Please print each record below exactly as it is written.

[Stored items from a collection]
------------------------------------------------

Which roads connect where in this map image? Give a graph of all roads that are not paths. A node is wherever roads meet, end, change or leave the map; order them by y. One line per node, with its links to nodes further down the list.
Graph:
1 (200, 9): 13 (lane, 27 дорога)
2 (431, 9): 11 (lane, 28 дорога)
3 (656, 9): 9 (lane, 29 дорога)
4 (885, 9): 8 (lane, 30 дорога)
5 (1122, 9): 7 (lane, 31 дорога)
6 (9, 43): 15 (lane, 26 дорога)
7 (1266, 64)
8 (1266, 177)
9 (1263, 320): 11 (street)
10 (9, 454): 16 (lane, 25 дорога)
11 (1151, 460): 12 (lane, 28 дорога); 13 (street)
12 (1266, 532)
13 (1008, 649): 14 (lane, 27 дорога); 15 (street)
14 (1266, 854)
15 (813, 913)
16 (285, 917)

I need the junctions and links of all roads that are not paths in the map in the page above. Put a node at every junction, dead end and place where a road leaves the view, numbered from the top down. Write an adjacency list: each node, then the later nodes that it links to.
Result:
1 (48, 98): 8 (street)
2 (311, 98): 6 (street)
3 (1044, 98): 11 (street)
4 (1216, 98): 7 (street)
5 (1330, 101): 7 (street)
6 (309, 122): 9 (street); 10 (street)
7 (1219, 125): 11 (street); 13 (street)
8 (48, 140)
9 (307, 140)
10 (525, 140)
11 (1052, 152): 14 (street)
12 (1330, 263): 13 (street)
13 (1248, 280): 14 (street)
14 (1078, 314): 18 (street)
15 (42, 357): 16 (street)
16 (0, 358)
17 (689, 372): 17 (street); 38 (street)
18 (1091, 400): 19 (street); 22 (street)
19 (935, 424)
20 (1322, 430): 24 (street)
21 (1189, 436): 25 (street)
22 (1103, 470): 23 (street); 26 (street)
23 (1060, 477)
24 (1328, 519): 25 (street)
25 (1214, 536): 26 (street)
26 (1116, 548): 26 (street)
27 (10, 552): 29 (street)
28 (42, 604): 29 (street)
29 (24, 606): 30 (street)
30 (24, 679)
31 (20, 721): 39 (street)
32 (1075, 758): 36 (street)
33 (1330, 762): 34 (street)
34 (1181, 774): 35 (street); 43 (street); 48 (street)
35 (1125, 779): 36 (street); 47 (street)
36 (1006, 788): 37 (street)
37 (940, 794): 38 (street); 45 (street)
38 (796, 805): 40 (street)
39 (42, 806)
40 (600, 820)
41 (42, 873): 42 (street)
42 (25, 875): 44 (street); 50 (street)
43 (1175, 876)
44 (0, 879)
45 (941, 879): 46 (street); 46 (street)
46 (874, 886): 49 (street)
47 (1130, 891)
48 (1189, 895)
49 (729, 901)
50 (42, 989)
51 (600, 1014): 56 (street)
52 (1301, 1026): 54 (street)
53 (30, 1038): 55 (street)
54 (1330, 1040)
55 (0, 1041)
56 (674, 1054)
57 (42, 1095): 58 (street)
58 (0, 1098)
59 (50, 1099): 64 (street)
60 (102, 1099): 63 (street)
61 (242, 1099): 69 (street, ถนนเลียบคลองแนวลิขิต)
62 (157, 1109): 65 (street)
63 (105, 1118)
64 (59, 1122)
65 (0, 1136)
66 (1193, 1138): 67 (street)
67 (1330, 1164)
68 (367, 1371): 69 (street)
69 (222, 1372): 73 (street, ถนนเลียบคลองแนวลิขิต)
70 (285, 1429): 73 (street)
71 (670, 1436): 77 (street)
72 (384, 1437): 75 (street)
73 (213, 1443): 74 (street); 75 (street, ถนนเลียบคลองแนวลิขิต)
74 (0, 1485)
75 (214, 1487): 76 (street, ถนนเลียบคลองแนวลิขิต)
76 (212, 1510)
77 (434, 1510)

------------------------------------------------

- **ANSWER SECTION**
Which roads connect where in this map image? Give a graph of all roads that are not paths. A node is wherever roads meet, end, change or leave the map; order them by y. One line per node, with its links to nodes further down the list.
Graph:
1 (200, 9): 13 (lane, 27 дорога)
2 (431, 9): 11 (lane, 28 дорога)
3 (656, 9): 9 (lane, 29 дорога)
4 (885, 9): 8 (lane, 30 дорога)
5 (1122, 9): 7 (lane, 31 дорога)
6 (9, 43): 15 (lane, 26 дорога)
7 (1266, 64)
8 (1266, 177)
9 (1263, 320): 11 (street)
10 (9, 454): 16 (lane, 25 дорога)
11 (1151, 460): 12 (lane, 28 дорога); 13 (street)
12 (1266, 532)
13 (1008, 649): 14 (lane, 27 дорога); 15 (street)
14 (1266, 854)
15 (813, 913)
16 (285, 917)

I need the junctions and links of all roads that are not paths in the map in the page above. Put a node at every junction, dead end and place where a road leaves the view, numbered from the top down. Write an adjacency list: each node, then the later nodes that it links to.
Result:
1 (48, 98): 8 (street)
2 (311, 98): 6 (street)
3 (1044, 98): 11 (street)
4 (1216, 98): 7 (street)
5 (1330, 101): 7 (street)
6 (309, 122): 9 (street); 10 (street)
7 (1219, 125): 11 (street); 13 (street)
8 (48, 140)
9 (307, 140)
10 (525, 140)
11 (1052, 152): 14 (street)
12 (1330, 263): 13 (street)
13 (1248, 280): 14 (street)
14 (1078, 314): 18 (street)
15 (42, 357): 16 (street)
16 (0, 358)
17 (689, 372): 17 (street); 38 (street)
18 (1091, 400): 19 (street); 22 (street)
19 (935, 424)
20 (1322, 430): 24 (street)
21 (1189, 436): 25 (street)
22 (1103, 470): 23 (street); 26 (street)
23 (1060, 477)
24 (1328, 519): 25 (street)
25 (1214, 536): 26 (street)
26 (1116, 548): 26 (street)
27 (10, 552): 29 (street)
28 (42, 604): 29 (street)
29 (24, 606): 30 (street)
30 (24, 679)
31 (20, 721): 39 (street)
32 (1075, 758): 36 (street)
33 (1330, 762): 34 (street)
34 (1181, 774): 35 (street); 43 (street); 48 (street)
35 (1125, 779): 36 (street); 47 (street)
36 (1006, 788): 37 (street)
37 (940, 794): 38 (street); 45 (street)
38 (796, 805): 40 (street)
39 (42, 806)
40 (600, 820)
41 (42, 873): 42 (street)
42 (25, 875): 44 (street); 50 (street)
43 (1175, 876)
44 (0, 879)
45 (941, 879): 46 (street); 46 (street)
46 (874, 886): 49 (street)
47 (1130, 891)
48 (1189, 895)
49 (729, 901)
50 (42, 989)
51 (600, 1014): 56 (street)
52 (1301, 1026): 54 (street)
53 (30, 1038): 55 (street)
54 (1330, 1040)
55 (0, 1041)
56 (674, 1054)
57 (42, 1095): 58 (street)
58 (0, 1098)
59 (50, 1099): 64 (street)
60 (102, 1099): 63 (street)
61 (242, 1099): 69 (street, ถนนเลียบคลองแนวลิขิต)
62 (157, 1109): 65 (street)
63 (105, 1118)
64 (59, 1122)
65 (0, 1136)
66 (1193, 1138): 67 (street)
67 (1330, 1164)
68 (367, 1371): 69 (street)
69 (222, 1372): 73 (street, ถนนเลียบคลองแนวลิขิต)
70 (285, 1429): 73 (street)
71 (670, 1436): 77 (street)
72 (384, 1437): 75 (street)
73 (213, 1443): 74 (street); 75 (street, ถนนเลียบคลองแนวลิขิต)
74 (0, 1485)
75 (214, 1487): 76 (street, ถนนเลียบคลองแนวลิขิต)
76 (212, 1510)
77 (434, 1510)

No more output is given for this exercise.